The elder Lasry likely never imagined when he was raising millions of dollars for Joe Biden’s presidential campaign that just six months into Biden’s presidency he would personally bear the brunt of Biden’s devastating economic mismanagement, but that’s the way the ball bounces.

Biden’s extension of $300 per week in unemployment enhancement through the end of summer has decimated businesses from professional sports franchises down to the lunch trucks outside their arenas by making it all but impossible to find employees.

A recent survey from job listing service Indeed found that just 10 percent of the more than 10 million unemployed Americans are “actively” and “urgently” looking for work.  Why would they?  There is no urgency to be active when the government is paying an average of more than $600 per week (plus a $1,400 stimulus check) to take the summer off.

As a result, summer itself has been ravaged.

Just 10 percent of the more than 10 million unemployed Americans are “actively” and “urgently” looking for work.  Why would they?  There is no urgency to be active when the government is paying an average of more than $600 per week (plus a $1,400 stimulus check) to take the summer off.

The City of Milwaukee was forced to cancel its Independence Day fireworks because, as Parks Director Guy Smith admitted, “it comes down to simply lacking the resources and staffing needed to prepare and clean up from such a large-scale event.”

The Wisconsin Dells, the state’s most popular summer vacation spot, has faced a massive worker shortage that has impacted hotels, restaurants, and water parks alike.  Noah’s Ark, which bills itself as America’s largest water park, will be closed all Wednesdays and most Tuesdays for the rest of the season because of a lack of staff.

“We don’t have the young people that we used to have and then we put on top of that, the enhanced unemployment,” Dells Attraction Association President Tom Diehl told the Associated Press in late May.

The same lifeguard shortage that has hampered the Dells forced nearly every Milwaukee County pool to close for the entire summer, while other popular vacation hotspots like Door County and Lake Geneva have struggled mightily with a flood of tourists but a dearth of workers.

“Who’s gonna cook? Who’s gonna do the dishes? Who’s gonna do the serving? We need people in every job here,” George Argiropoulos, owner of The Lake Aire Restaurant in Lake Geneva, told WKOW-TV, adding that the worker shortage is the worst he’s seen in three decades in business.

The Wisconsin State Fair and Summerfest are so desperate to find employees that they held a joint job fair over the weekend and are offering more perks than ever before in a bid to lure Wisconsinites back to work.

Thus far nothing has been able to, and the Bucks are just the latest business to suffer because of it.  Were the Lasrys able to put the team before politics, they would pressure Governor Evers to end the $300 unemployment enhancer, as 22 other states already have.
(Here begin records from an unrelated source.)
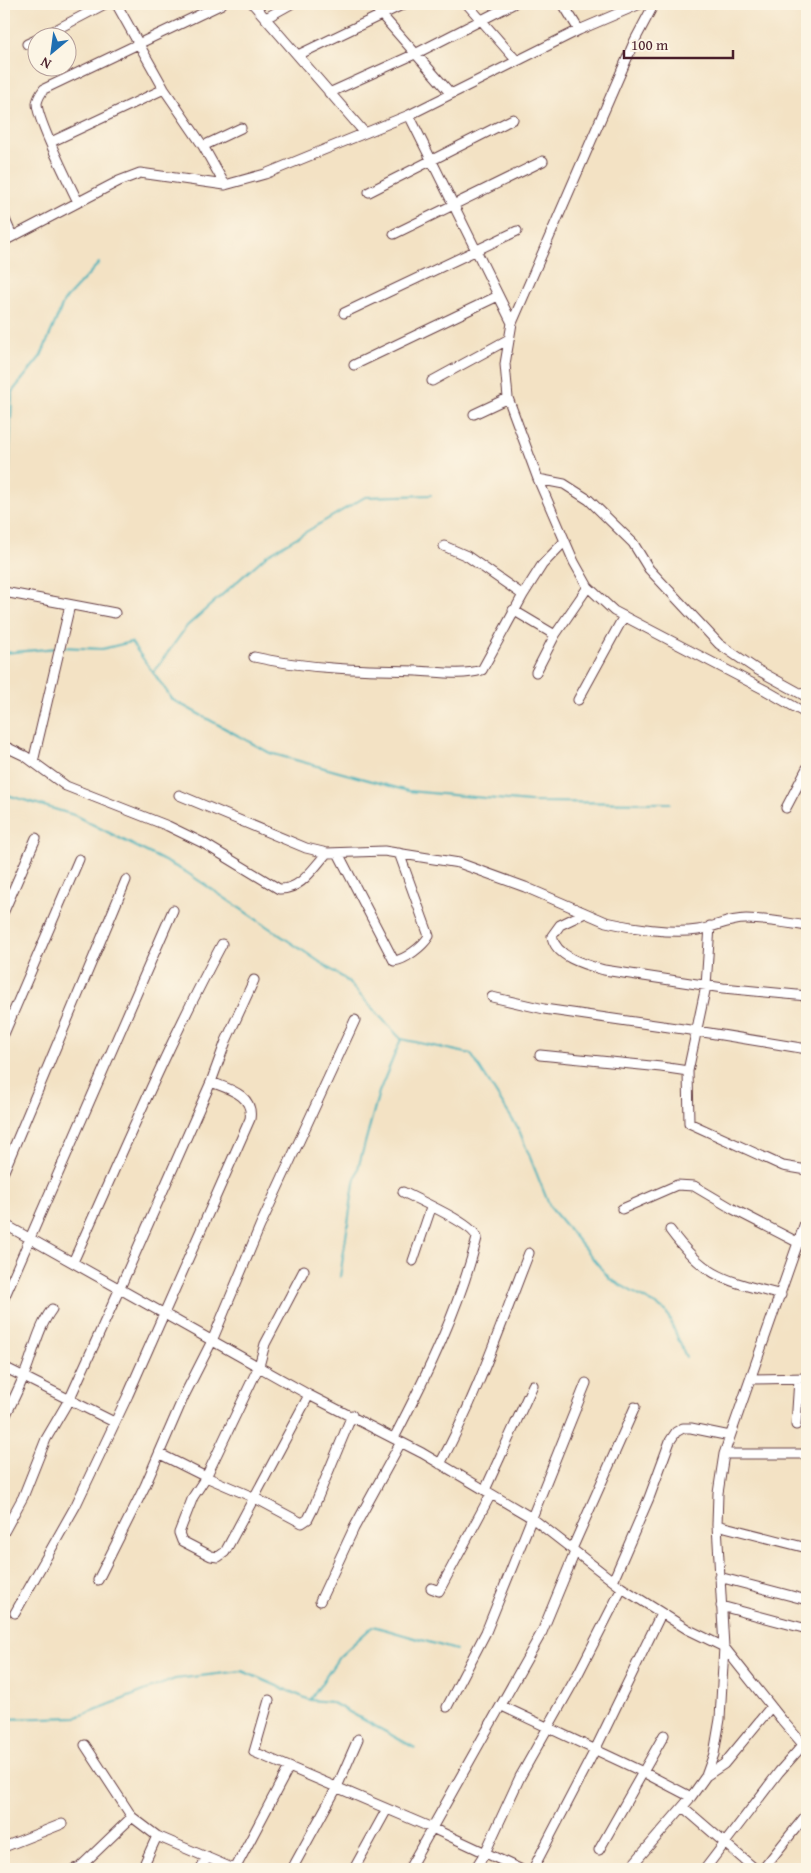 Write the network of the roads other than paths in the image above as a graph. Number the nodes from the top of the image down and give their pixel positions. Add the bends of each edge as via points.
1 (114, 4) edge
2 (222, 4) edge
3 (253, 4) edge
4 (292, 4) edge
5 (372, 4) edge
6 (404, 4) edge
7 (467, 4) edge
8 (512, 4) edge
9 (563, 4) edge
10 (640, 4) edge
11 (654, 4) edge
12 (100, 5) edge
13 (381, 15) junction
14 (266, 18) junction
15 (481, 21) junction
16 (57, 28) edge
17 (579, 30) junction
18 (140, 44) junction
19 (415, 54) junction
20 (298, 55) junction
21 (516, 60) junction
22 (164, 89) junction
23 (329, 93) junction
24 (451, 94) junction
25 (409, 114) junction
26 (513, 119) dead end
27 (241, 128) dead end
28 (364, 132) junction
29 (51, 142) junction
30 (203, 146) junction
31 (431, 160) junction
32 (543, 162) dead end
33 (225, 185) junction
34 (369, 192) dead end
35 (78, 202) junction
36 (454, 204) junction
37 (4, 217) edge
38 (518, 231) dead end
39 (394, 234) dead end
40 (8, 239) edge
41 (477, 250) junction
42 (498, 296) junction
43 (344, 313) dead end
44 (512, 323) junction
45 (508, 339) junction
46 (354, 364) dead end
47 (432, 381) dead end
48 (508, 398) junction
49 (474, 414) dead end
50 (538, 479) junction
51 (565, 541) junction
52 (444, 546) dead end
53 (588, 587) junction
54 (4, 592) edge
55 (523, 595) junction
56 (70, 605) junction
57 (513, 610) junction
58 (115, 613) dead end
59 (624, 616) junction
60 (555, 635) junction
61 (254, 656) dead end
62 (536, 672) dead end
63 (807, 697) edge
64 (578, 700) dead end
65 (807, 714) edge
66 (4, 746) edge
67 (32, 762) junction
68 (807, 768) edge
69 (179, 795) dead end
70 (786, 808) dead end
71 (36, 838) dead end
72 (327, 853) junction
73 (338, 853) junction
74 (398, 853) junction
75 (79, 859) dead end
76 (126, 880) dead end
77 (173, 910) dead end
78 (4, 911) edge
79 (586, 913) junction
80 (710, 926) junction
81 (807, 926) edge
82 (222, 944) dead end
83 (254, 980) dead end
84 (706, 986) junction
85 (807, 996) edge
86 (492, 997) dead end
87 (354, 1020) dead end
88 (698, 1031) junction
89 (4, 1034) edge
90 (807, 1049) edge
91 (540, 1055) dead end
92 (688, 1071) junction
93 (211, 1082) junction
94 (807, 1170) edge
95 (4, 1171) edge
96 (403, 1192) dead end
97 (431, 1208) junction
98 (622, 1209) dead end
99 (807, 1217) edge
100 (4, 1224) edge
101 (670, 1230) dead end
102 (31, 1238) junction
103 (803, 1243) edge
104 (530, 1252) dead end
105 (413, 1261) dead end
106 (73, 1262) junction
107 (304, 1270) dead end
108 (120, 1288) junction
109 (781, 1294) junction
110 (4, 1298) edge
111 (52, 1309) dead end
112 (166, 1314) junction
113 (212, 1341) junction
114 (259, 1366) junction
115 (4, 1367) edge
116 (24, 1376) junction
117 (803, 1378) edge
118 (752, 1379) junction
119 (586, 1383) dead end
120 (533, 1385) dead end
121 (309, 1395) junction
122 (70, 1398) junction
123 (635, 1407) dead end
124 (352, 1415) junction
125 (4, 1420) edge
126 (114, 1422) junction
127 (796, 1425) dead end
128 (730, 1436) junction
129 (397, 1440) junction
130 (160, 1454) junction
131 (724, 1454) junction
132 (807, 1454) edge
133 (440, 1464) junction
134 (206, 1477) junction
135 (488, 1492) junction
136 (255, 1498) junction
137 (532, 1518) junction
138 (718, 1525) junction
139 (5, 1527) edge
140 (807, 1548) edge
141 (574, 1551) junction
142 (719, 1577) junction
143 (98, 1580) dead end
144 (613, 1581) junction
145 (431, 1588) dead end
146 (622, 1588) junction
147 (807, 1600) edge
148 (320, 1601) dead end
149 (721, 1606) junction
150 (15, 1612) dead end
151 (661, 1614) junction
152 (807, 1629) edge
153 (724, 1646) junction
154 (269, 1700) dead end
155 (502, 1706) junction
156 (447, 1707) dead end
157 (771, 1707) junction
158 (547, 1728) junction
159 (664, 1735) dead end
160 (358, 1738) dead end
161 (85, 1745) dead end
162 (805, 1747) edge
163 (595, 1750) junction
164 (289, 1767) junction
165 (643, 1772) junction
166 (706, 1776) junction
167 (337, 1787) junction
168 (691, 1798) junction
169 (683, 1807) junction
170 (387, 1808) junction
171 (807, 1814) edge
172 (132, 1817) junction
173 (62, 1824) dead end
174 (432, 1828) junction
175 (157, 1836) junction
176 (726, 1842) junction
177 (4, 1847) edge
178 (599, 1850) dead end
179 (485, 1853) junction
180 (207, 1857) junction
181 (78, 1869) edge
182 (142, 1869) edge
183 (201, 1869) edge
184 (234, 1869) edge
185 (292, 1869) edge
186 (354, 1869) edge
187 (409, 1869) edge
188 (475, 1869) edge
189 (520, 1869) edge
190 (533, 1869) edge
191 (629, 1869) edge
192 (705, 1869) edge
193 (755, 1869) edge
194 (763, 1869) edge

1 - 18 street
2 - 18 street
3 - 14 street
4 - 14 street
5 - 13 street
6 - 13 street
7 - 15 street
8 - 15 street
9 - 17 street
10 - 17 street
11 - 44 street
12 - 16 street
13 - 19 street
13 - 20 street
14 - 20 street
15 - 19 street
15 - 21 street
17 - 21 street
18 - 22 street
18 - 29 street via 44,89 37,104
19 - 23 street
19 - 24 street
20 - 23 street
21 - 24 street
22 - 29 street
22 - 30 street
23 - 28 street
24 - 25 street
25 - 28 street
25 - 31 street
26 - 31 street
27 - 30 street
28 - 33 street via 300,160
29 - 35 street
30 - 33 street
31 - 34 street
31 - 36 street
32 - 36 street
33 - 35 street via 140,173
35 - 40 street
36 - 39 street
36 - 41 street
37 - 40 street
38 - 41 street
41 - 42 street
41 - 43 street
42 - 44 street
42 - 46 street
44 - 45 street
45 - 47 street
45 - 48 street via 505,364
48 - 49 street
48 - 50 street
50 - 51 street
50 - 63 street via 564,484 589,500 632,543 649,569 719,644
51 - 53 street
51 - 55 street via 542,565
52 - 55 street via 467,556
53 - 59 street via 605,605
53 - 60 street
54 - 56 street
55 - 57 street
56 - 58 street
56 - 67 street
57 - 60 street
57 - 61 street via 487,664 475,672 333,668 282,663
59 - 64 street
59 - 65 street
60 - 62 street
66 - 67 street
67 - 72 street via 66,786 204,843 279,889 289,890 297,885
68 - 70 street
69 - 72 street via 287,841
71 - 78 street
72 - 73 street
73 - 74 street
73 - 74 street via 394,961 426,941 428,936
74 - 79 street via 459,862 526,886
75 - 89 street
76 - 95 street
77 - 102 street
79 - 80 street via 620,925 682,930
79 - 84 street via 560,925 552,936 553,944 569,957 604,970
80 - 81 street via 726,920 746,919
80 - 84 street
82 - 106 street via 181,1020
83 - 93 street
84 - 85 street
84 - 88 street
86 - 88 street via 544,1010
87 - 113 street via 260,1226
88 - 90 street
88 - 92 street
91 - 92 street
92 - 94 street via 689,1123 783,1166
93 - 108 street
93 - 112 street via 245,1098 251,1110 250,1118
96 - 97 street
97 - 105 street
97 - 129 street via 468,1226 477,1238 455,1304
98 - 103 street via 686,1184
99 - 103 street
100 - 102 street
101 - 109 street via 691,1258 712,1273 734,1283
102 - 106 street
102 - 110 street
103 - 109 street
104 - 133 street via 486,1370
106 - 108 street
107 - 114 street via 265,1344
108 - 112 street
108 - 122 street
109 - 118 street
111 - 116 street via 39,1329
112 - 113 street
112 - 126 street
113 - 114 street
113 - 130 street
114 - 121 street
114 - 134 street
115 - 116 street
116 - 122 street
116 - 125 street
117 - 118 street
117 - 127 street
118 - 128 street
119 - 137 street
120 - 135 street
121 - 124 street
121 - 136 street
122 - 126 street
122 - 139 street via 46,1439 23,1497
123 - 141 street
124 - 129 street
124 - 136 street via 305,1522
126 - 150 street via 76,1505
128 - 131 street
128 - 144 street via 691,1428 676,1432
129 - 133 street
129 - 148 street
130 - 134 street
130 - 143 street
131 - 132 street
131 - 138 street via 718,1492
133 - 135 street
134 - 136 street
134 - 136 street via 193,1497 179,1538 211,1556 218,1557 225,1552
135 - 137 street
135 - 145 street via 439,1591
137 - 141 street
137 - 156 street via 486,1632
138 - 140 street
138 - 142 street
141 - 144 street
141 - 155 street via 542,1632
142 - 147 street
142 - 149 street
144 - 146 street
146 - 151 street
146 - 158 street
149 - 152 street
149 - 153 street
151 - 153 street
151 - 163 street
153 - 157 street
153 - 166 street via 718,1736
154 - 164 street via 254,1752
155 - 158 street
155 - 174 street
157 - 162 street
157 - 166 street via 724,1764
158 - 163 street
158 - 179 street
159 - 165 street
160 - 167 street
161 - 172 street
162 - 176 street via 779,1772
163 - 165 street
163 - 190 street
164 - 167 street
164 - 184 street
165 - 168 street
165 - 178 street
166 - 168 street
167 - 170 street
167 - 185 street
168 - 169 street
169 - 176 street
169 - 191 street
170 - 174 street
170 - 186 street
171 - 194 street
172 - 175 street
172 - 181 street
173 - 177 street
174 - 179 street
174 - 187 street
175 - 180 street
175 - 182 street
176 - 192 street
176 - 193 street
179 - 188 street
179 - 189 street
180 - 183 street
180 - 184 street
The Wall Street Journal, citing analysis by Jeffries LLC, reports that states which announced an end to enhanced “benefits in June saw a 13.8 percent drop in residents receiving benefits from mid-May through June 12.” States that announced an end to the federal enhancer “in July saw a 10 percent decline in residents receiving state benefits over the same period, while states ending federal unemployment in September recorded a 5.7 percent decline.”
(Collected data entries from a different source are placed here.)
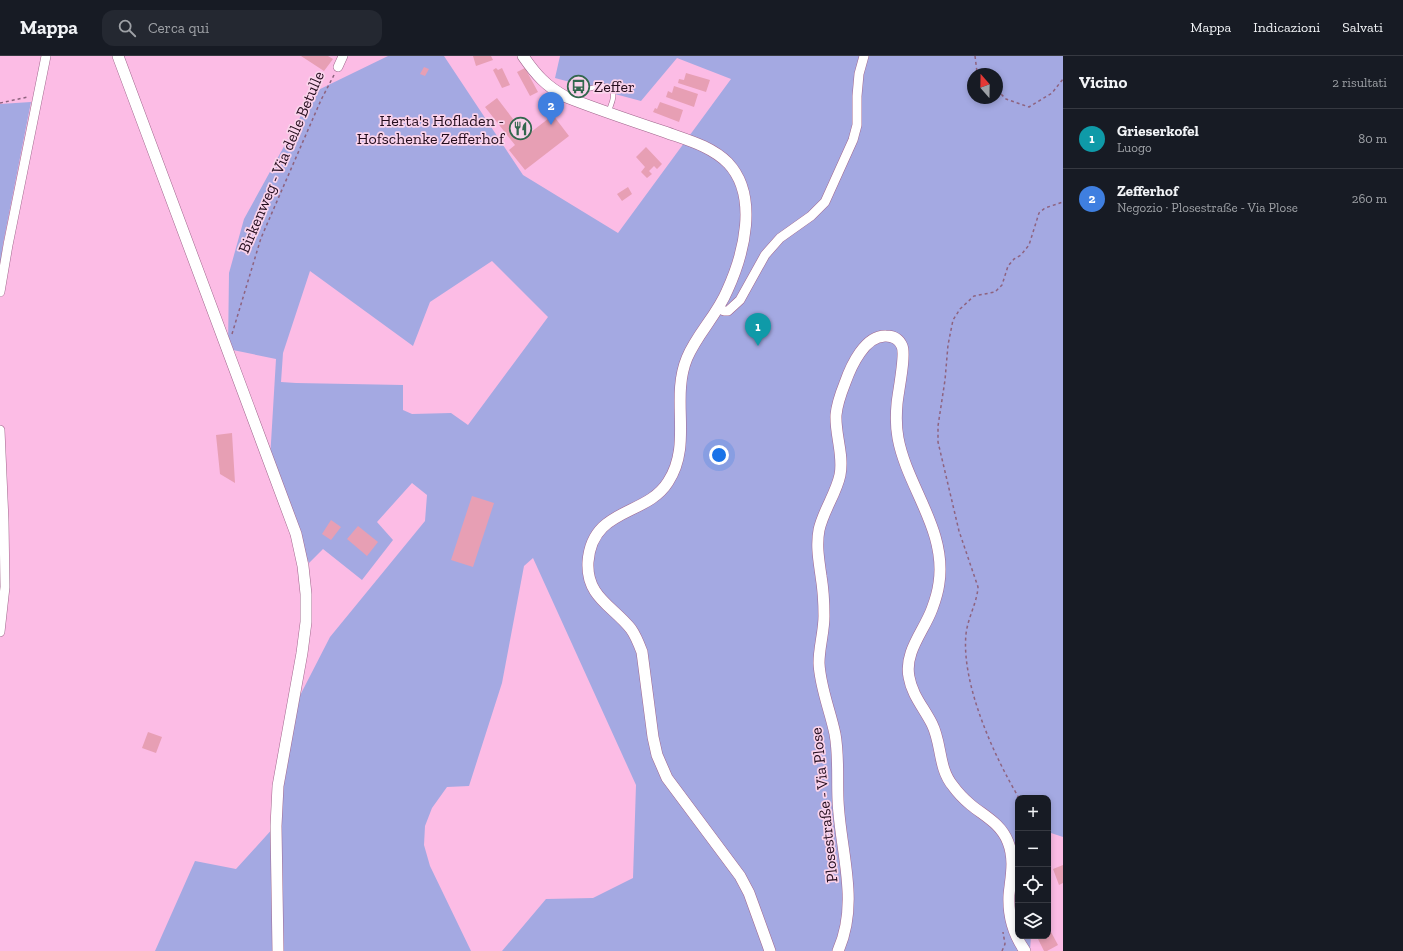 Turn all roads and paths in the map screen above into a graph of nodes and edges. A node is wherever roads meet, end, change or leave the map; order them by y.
1 (46, 56) edge
2 (118, 56) edge
3 (343, 56) edge
4 (524, 56) edge
5 (864, 56) edge
6 (975, 56) edge
7 (338, 67) joint
8 (976, 68) edge
9 (1063, 79) edge
10 (1003, 96) edge
11 (38, 97) junction
12 (571, 99) junction
13 (0, 102) edge
14 (608, 112) junction
15 (1063, 202) edge
16 (0, 292) edge
17 (718, 308) junction
18 (228, 349) junction
19 (0, 430) edge
20 (0, 632) edge
21 (1017, 795) edge
22 (278, 951) edge
23 (770, 951) edge
24 (838, 951) edge
25 (1025, 951) edge

1 - 11 street
2 - 18 street
3 - 7 street, Birkenweg - Via delle Betulle
4 - 12 street
5 - 17 street
6 - 8 path
7 - 18 path, Birkenweg - Via delle Betulle
9 - 10 path
11 - 13 path
11 - 16 street
12 - 14 street
12 - 14 lane
14 - 17 street
15 - 21 path
17 - 23 street
18 - 22 street
19 - 20 street
24 - 25 street, Plosestraße - Via Plose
This tends to prove that the federal benefits are the primary driver of the worker shortage, as states which cut off the “free” money are starting to see their residents return to work.

Marc Lasry, as co-owner of the Bucks and a major Democrat donor, and Alex Lasry, as uhhhhh his son, have the financial and political sway to convince Governor Evers to get Wisconsin back to work by ending the federal unemployment enhancement.  The team clearly needs it, but the Democratic Party could not afford such a high-profile rebuke.

This is a shame, because Wisconsin cannot afford more economic policy airballs from Biden and Evers.